Because she fought his corrupt ways, he intercepted her, beat her and stole her car.
In a desolate area south of Sana’a, Dr. Ghada al-Haboub, director of the health ministry’s national immunization program, was attacked by Sheikh Abu Hadra’s gunmen, who attacked her and looted her car while she was on her way home from work. Dr. al-Haboub had just finished an immunization training course and walked directly to her car. While driving home, Sheikh Abu Hadra stopped her vehicle, climbed inside and asked her to give him the keys. Dr. al-Haboub consented, but asked that she first be allowed to take her things. The Sheikh refused, struck her on the head and hand with a baton and stabbed her in the shoulder. Seeing her fall from the car, colleagues passing by the same street ran to help her. Abu Hadra’s gunmen, however, prevented them from approaching.
After a while, the gunmen left with her car and her colleagues rushed to assist her. Dr. al-Haboub said that this was not the first attack she had experienced, but rather one of a series of attacks clearly carried out with the complicity of security forces.
Dr. al-Haboub attributes the Sheikh’s vendetta against her to her refusal to sign corrupted files for him. “I have already informed the Ministry of Health about Abu Hadra and his threats. The issue was raised to the Ministry of Interior, but they have done nothing. In addition, to my car they also stole the cars of Dr. Majid al-Junied and Dr. Ali Jahaf, with no comment from the state.”
The government’s failure to provide fair protection to Dr. al-Haboub has led to tribal intervention; Dr. al-Haboub belongs to the Math’haj tribe, while Abu Hadra is a member of the Bakil tribe.
After the recent attack, a delegation of Bakil sheikhs headed by Sheikh Saleh bin Mohammed Shuja’a initiated a tribal arbitration with the Math’haj tribe. In the Yemeni dialect of Arabic, these arbitrations are called “hajer.” This hajer involved the gifting of 100 oxen, ten million Yemeni rial and four cars. Sheikh Shuja’a also announced that Sheikh Abu Hadra should be handed over to authorities, dead or alive.
Attacks and killings by tribal sheikhs are events still fresh in the people’s memory following the murder of two young men—Aman and al-Khatib—at the hands of gunmen employed by Sheikh Ali al-Awadhi. Although four months have passed since the incident, the state has still failed to arrest the criminal, and Yemenis have yet to put the tragedy from their minds.
By tribal custom, it is a shame for a man to attack a woman; such a crime is known as a “black fault.” Sheikh Abu Hadra broke tribal custom and committed just such a fault. In Yemen, crimes of tribal men killing other men have become common, and in many cases they receive no punishment. The committing of black fault by attacking a woman, however, is something fairly new.

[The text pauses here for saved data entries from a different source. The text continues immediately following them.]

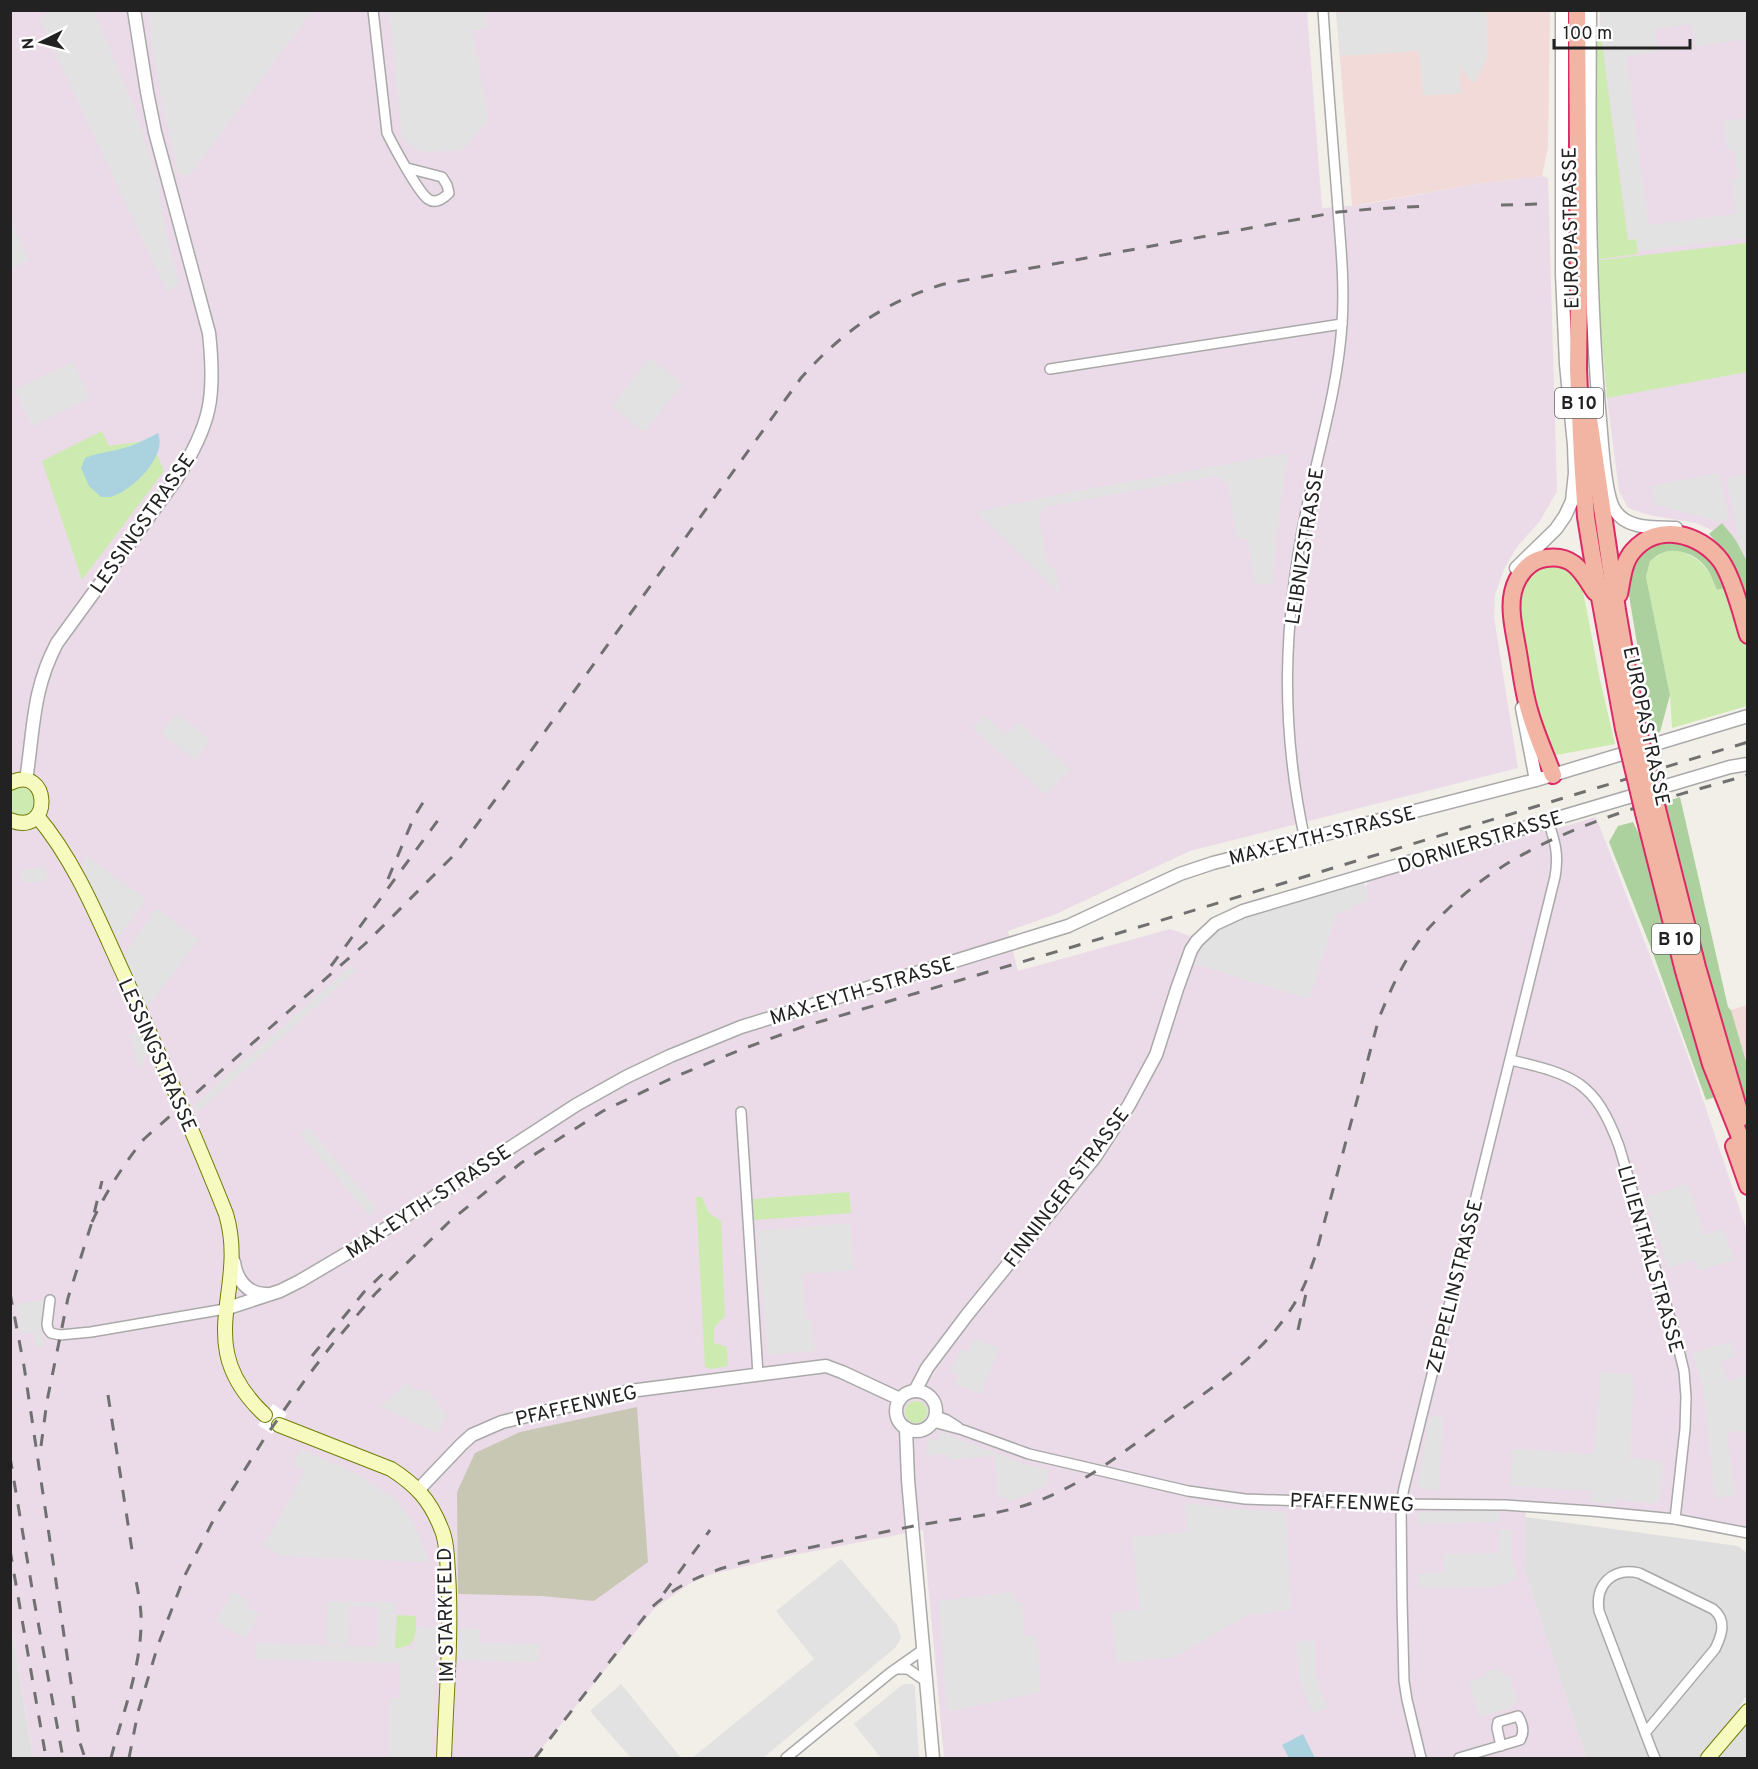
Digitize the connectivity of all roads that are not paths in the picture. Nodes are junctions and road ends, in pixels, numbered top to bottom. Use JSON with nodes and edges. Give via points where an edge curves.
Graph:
{"nodes":[{"id":1,"x":134,"y":10,"type":"edge"},
{"id":2,"x":373,"y":10,"type":"edge"},
{"id":3,"x":1323,"y":10,"type":"edge"},
{"id":4,"x":1562,"y":10,"type":"edge"},
{"id":5,"x":1578,"y":10,"type":"edge"},
{"id":6,"x":1590,"y":10,"type":"edge"},
{"id":7,"x":407,"y":168,"type":"junction"},
{"id":8,"x":1580,"y":290,"type":"junction"},
{"id":9,"x":1342,"y":324,"type":"junction"},
{"id":10,"x":1050,"y":369,"type":"dead end"},
{"id":11,"x":1574,"y":445,"type":"junction"},
{"id":12,"x":1602,"y":445,"type":"junction"},
{"id":13,"x":1586,"y":517,"type":"junction"},
{"id":14,"x":1605,"y":528,"type":"junction"},
{"id":15,"x":1600,"y":599,"type":"junction"},
{"id":16,"x":1617,"y":610,"type":"junction"},
{"id":17,"x":1748,"y":615,"type":"edge"},
{"id":18,"x":1748,"y":635,"type":"edge"},
{"id":19,"x":1748,"y":716,"type":"edge"},
{"id":20,"x":1631,"y":727,"type":"junction"},
{"id":21,"x":1748,"y":764,"type":"edge"},
{"id":22,"x":1553,"y":776,"type":"junction"},
{"id":23,"x":26,"y":780,"type":"junction"},
{"id":24,"x":1536,"y":780,"type":"junction"},
{"id":25,"x":10,"y":783,"type":"edge"},
{"id":26,"x":1650,"y":811,"type":"junction"},
{"id":27,"x":37,"y":816,"type":"junction"},
{"id":28,"x":10,"y":820,"type":"edge"},
{"id":29,"x":1548,"y":820,"type":"junction"},
{"id":30,"x":1305,"y":840,"type":"junction"},
{"id":31,"x":1215,"y":924,"type":"joint"},
{"id":32,"x":1511,"y":1060,"type":"junction"},
{"id":33,"x":1711,"y":1064,"type":"junction"},
{"id":34,"x":1735,"y":1092,"type":"junction"},
{"id":35,"x":741,"y":1113,"type":"dead end"},
{"id":36,"x":1748,"y":1126,"type":"edge"},
{"id":37,"x":1748,"y":1142,"type":"edge"},
{"id":38,"x":1748,"y":1157,"type":"edge"},
{"id":39,"x":1748,"y":1186,"type":"edge"},
{"id":40,"x":232,"y":1246,"type":"junction"},
{"id":41,"x":280,"y":1291,"type":"junction"},
{"id":42,"x":50,"y":1300,"type":"dead end"},
{"id":43,"x":225,"y":1309,"type":"junction"},
{"id":44,"x":758,"y":1374,"type":"junction"},
{"id":45,"x":920,"y":1392,"type":"junction"},
{"id":46,"x":898,"y":1402,"type":"junction"},
{"id":47,"x":265,"y":1415,"type":"dead end"},
{"id":48,"x":934,"y":1419,"type":"junction"},
{"id":49,"x":279,"y":1425,"type":"dead end"},
{"id":50,"x":908,"y":1429,"type":"junction"},
{"id":51,"x":419,"y":1489,"type":"junction"},
{"id":52,"x":1401,"y":1504,"type":"junction"},
{"id":53,"x":1675,"y":1519,"type":"junction"},
{"id":54,"x":1748,"y":1533,"type":"edge"},
{"id":55,"x":924,"y":1649,"type":"junction"},
{"id":56,"x":890,"y":1672,"type":"junction"},
{"id":57,"x":927,"y":1682,"type":"junction"},
{"id":58,"x":1748,"y":1711,"type":"edge"},
{"id":59,"x":1646,"y":1733,"type":"junction"},
{"id":60,"x":1501,"y":1746,"type":"dead end"},
{"id":61,"x":444,"y":1758,"type":"edge"},
{"id":62,"x":786,"y":1758,"type":"edge"},
{"id":63,"x":933,"y":1758,"type":"edge"},
{"id":64,"x":1421,"y":1758,"type":"edge"},
{"id":65,"x":1459,"y":1758,"type":"edge"},
{"id":66,"x":1655,"y":1758,"type":"edge"},
{"id":67,"x":1708,"y":1758,"type":"edge"}],
"edges":[{"from":1,"to":23,"type":"street","name":"LESSINGSTRASSE","via":[[155,132],[209,333],[213,365],[211,403],[201,436],[182,471],[49,659],[36,701]]},
{"from":2,"to":7,"type":"street","via":[[387,132]]},
{"from":3,"to":9,"type":"street","name":"LEIBNIZSTRASSE","via":[[1341,240]]},
{"from":4,"to":11,"type":"street","name":"EUROPASTRASSE","number":"B 10","via":[[1562,274]]},
{"from":5,"to":8,"type":"highway","name":"EUROPASTRASSE","number":"B 10"},
{"from":6,"to":12,"type":"street","name":"EUROPASTRASSE","via":[[1592,312]]},
{"from":7,"to":7,"type":"street","via":[[429,200],[444,199],[449,193],[442,177]]},
{"from":8,"to":13,"type":"highway","name":"EUROPASTRASSE","number":"B 10","via":[[1578,380]]},
{"from":8,"to":14,"type":"highway","name":"EUROPASTRASSE","number":"B 10","via":[[1590,423]]},
{"from":9,"to":10,"type":"street"},
{"from":9,"to":30,"type":"street","name":"LEIBNIZSTRASSE","via":[[1291,599],[1288,735]]},
{"from":11,"to":13,"type":"highway","number":"B 10"},
{"from":11,"to":24,"type":"street","name":"EUROPASTRASSE","via":[[1572,501],[1566,516],[1516,568],[1506,592],[1508,634]]},
{"from":12,"to":14,"type":"highway"},
{"from":12,"to":17,"type":"street","name":"EUROPASTRASSE","via":[[1610,497],[1619,516],[1638,525],[1694,531],[1710,542],[1727,559]]},
{"from":13,"to":15,"type":"highway","name":"EUROPASTRASSE","number":"B 10"},
{"from":14,"to":16,"type":"highway","name":"EUROPASTRASSE","number":"B 10"},
{"from":15,"to":20,"type":"highway","name":"EUROPASTRASSE","number":"B 10"},
{"from":15,"to":22,"type":"highway","via":[[1575,564],[1555,557],[1533,562],[1521,572],[1512,593],[1529,711]]},
{"from":16,"to":18,"type":"highway","via":[[1622,575],[1632,552],[1654,536],[1680,534],[1702,543],[1722,562]]},
{"from":16,"to":20,"type":"highway","name":"EUROPASTRASSE","number":"B 10"},
{"from":19,"to":22,"type":"street","name":"MAX-EYTH-STRASSE"},
{"from":20,"to":26,"type":"highway","name":"EUROPASTRASSE","number":"B 10","bridge":true},
{"from":21,"to":29,"type":"street","name":"DORNIERSTRASSE"},
{"from":22,"to":24,"type":"street","name":"MAX-EYTH-STRASSE"},
{"from":23,"to":25,"type":"main road"},
{"from":23,"to":27,"type":"main road","via":[[34,783],[42,796]]},
{"from":24,"to":30,"type":"street","name":"MAX-EYTH-STRASSE"},
{"from":26,"to":33,"type":"highway","name":"EUROPASTRASSE","number":"B 10","via":[[1684,971]]},
{"from":26,"to":34,"type":"highway","name":"EUROPASTRASSE","number":"B 10"},
{"from":27,"to":28,"type":"main road","via":[[29,822]]},
{"from":27,"to":40,"type":"main road","name":"LESSINGSTRASSE","via":[[64,853],[92,906],[184,1113],[230,1229]]},
{"from":29,"to":31,"type":"street","name":"DORNIERSTRASSE","via":[[1243,911]]},
{"from":29,"to":32,"type":"street","name":"ZEPPELINSTRASSE","via":[[1558,862]]},
{"from":30,"to":41,"type":"street","name":"MAX-EYTH-STRASSE","via":[[1180,874],[1068,926],[741,1027],[670,1056],[576,1105],[356,1248]]},
{"from":31,"to":45,"type":"street","name":"FINNINGER STRASSE","via":[[1191,950],[1156,1055],[1130,1105],[1095,1157],[927,1368]]},
{"from":32,"to":52,"type":"street","name":"ZEPPELINSTRASSE"},
{"from":32,"to":53,"type":"street","name":"LILIENTHALSTRASSE","via":[[1547,1069],[1578,1083],[1594,1096],[1613,1129],[1684,1371],[1685,1429]]},
{"from":33,"to":38,"type":"highway","name":"EUROPASTRASSE","number":"B 10"},
{"from":33,"to":39,"type":"highway"},
{"from":34,"to":36,"type":"highway"},
{"from":34,"to":37,"type":"highway","name":"EUROPASTRASSE","number":"B 10"},
{"from":35,"to":44,"type":"street"},
{"from":40,"to":41,"type":"street","via":[[236,1272],[248,1289],[262,1294]]},
{"from":40,"to":43,"type":"main road","name":"LESSINGSTRASSE"},
{"from":41,"to":43,"type":"street","name":"MAX-EYTH-STRASSE"},
{"from":42,"to":43,"type":"street","name":"MAX-EYTH-STRASSE","via":[[46,1324],[51,1333],[60,1335]]},
{"from":43,"to":47,"type":"main road","via":[[225,1340],[232,1371]]},
{"from":44,"to":46,"type":"street","name":"PFAFFENWEG","via":[[826,1366]]},
{"from":44,"to":51,"type":"street","name":"PFAFFENWEG","via":[[630,1391],[502,1422],[472,1435]]},
{"from":45,"to":46,"type":"street","name":"FINNINGER STRASSE","via":[[908,1392]]},
{"from":45,"to":48,"type":"street","via":[[930,1396],[935,1404]]},
{"from":46,"to":50,"type":"street","via":[[897,1418]]},
{"from":48,"to":50,"type":"street","via":[[922,1430]]},
{"from":48,"to":52,"type":"street","name":"PFAFFENWEG","via":[[1029,1454],[1188,1491],[1245,1499]]},
{"from":49,"to":51,"type":"main road","name":"IM STARKFELD","via":[[391,1469]]},
{"from":50,"to":55,"type":"street","via":[[908,1480]]},
{"from":51,"to":61,"type":"main road","name":"IM STARKFELD","via":[[441,1527],[447,1562]]},
{"from":52,"to":53,"type":"street","name":"PFAFFENWEG","via":[[1506,1505]]},
{"from":52,"to":64,"type":"street","name":"ZEPPELINSTRASSE","via":[[1404,1681]]},
{"from":53,"to":54,"type":"street","name":"PFAFFENWEG"},
{"from":55,"to":56,"type":"street"},
{"from":55,"to":57,"type":"street"},
{"from":56,"to":57,"type":"street","via":[[906,1668]]},
{"from":56,"to":62,"type":"street"},
{"from":57,"to":63,"type":"street"},
{"from":58,"to":67,"type":"main road"},
{"from":59,"to":59,"type":"street","via":[[1598,1604],[1608,1580],[1628,1571],[1713,1609],[1722,1626],[1715,1649]]},
{"from":59,"to":66,"type":"street"},
{"from":60,"to":65,"type":"street"}]}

As a result of Abu Hadra’s misdeed, Yemeni women have now become the victims of tribal violence. Dr. Khadija Ahmed, a professor, said that this puts a unique conflict before Yemeni women. While many Yemeni women are demanding a modern civil state and an end to tribal rule, women in the position of Dr. al-Haboub are now forced to seek help and support from just those people they wish to remove from power.
In a lecture to the members of the transitional justice working group at the National Dialogue Conference, Dr. Khaled Fattah Abed—an expert on the subject—said that western thought on traditional societies suggests that there are three elements capable of changing tribal rule. The military, political parties, and government institutions all have the ability to limit the power of tribes, “but Yemen’s case differs from that of traditional analysis, because Yemen’s tribes are already deeply involved in these three elements.”
Dr. Abed further emphasized that tribes are present in more than one political party in Yemen; in fact, they are a center of the political system. At the same time, Yemeni tribes are not demographically dominated, meaning that tribes have a political identity without an attached community culture, though tribal groups contribute to society in many ways that the Yemeni state cannot.
Mr. Mohammed Qaed, a teacher, said that a “civil state” may not be the best response to Yemen’s current situation, especially if achieving such a state represents a jump beyond the reality of Yemen’s political abilities. “It makes more sense to talk about a modern civil state after talking about the identity of the state and nation,” he added.
Dr. Entlaq al-Motakel, a teacher in the Faculty of Arts and Gender Studies Center for Development and founder of the Youth Leadership Development Foundation (YLDF), said that when we look at the reality, Yemenis don’t have a vision for their future because they have not determined what they need. Many are still living in dreams and still believe in tribes. “Development has occurred in some aspects, but we still haven’t reached the world we dreamt of because of the tribes, and our continued belief in their importance.”
Sheikh Shadad, one of the sheiks of Bit Shadad, said that sheiks resort to the government if they have a problem, but sometimes the state is useless in resolving tribal problems. In those cases, the sheikhs are forced to use tribal rule to satisfy the conflicting parties.
“Oxen remain the victim when resorting to tribal rule, and the civil state remains a dream promoted by politicians but out of reach for citizens. We are still optimistic, though. We still have hope,” said Qaed.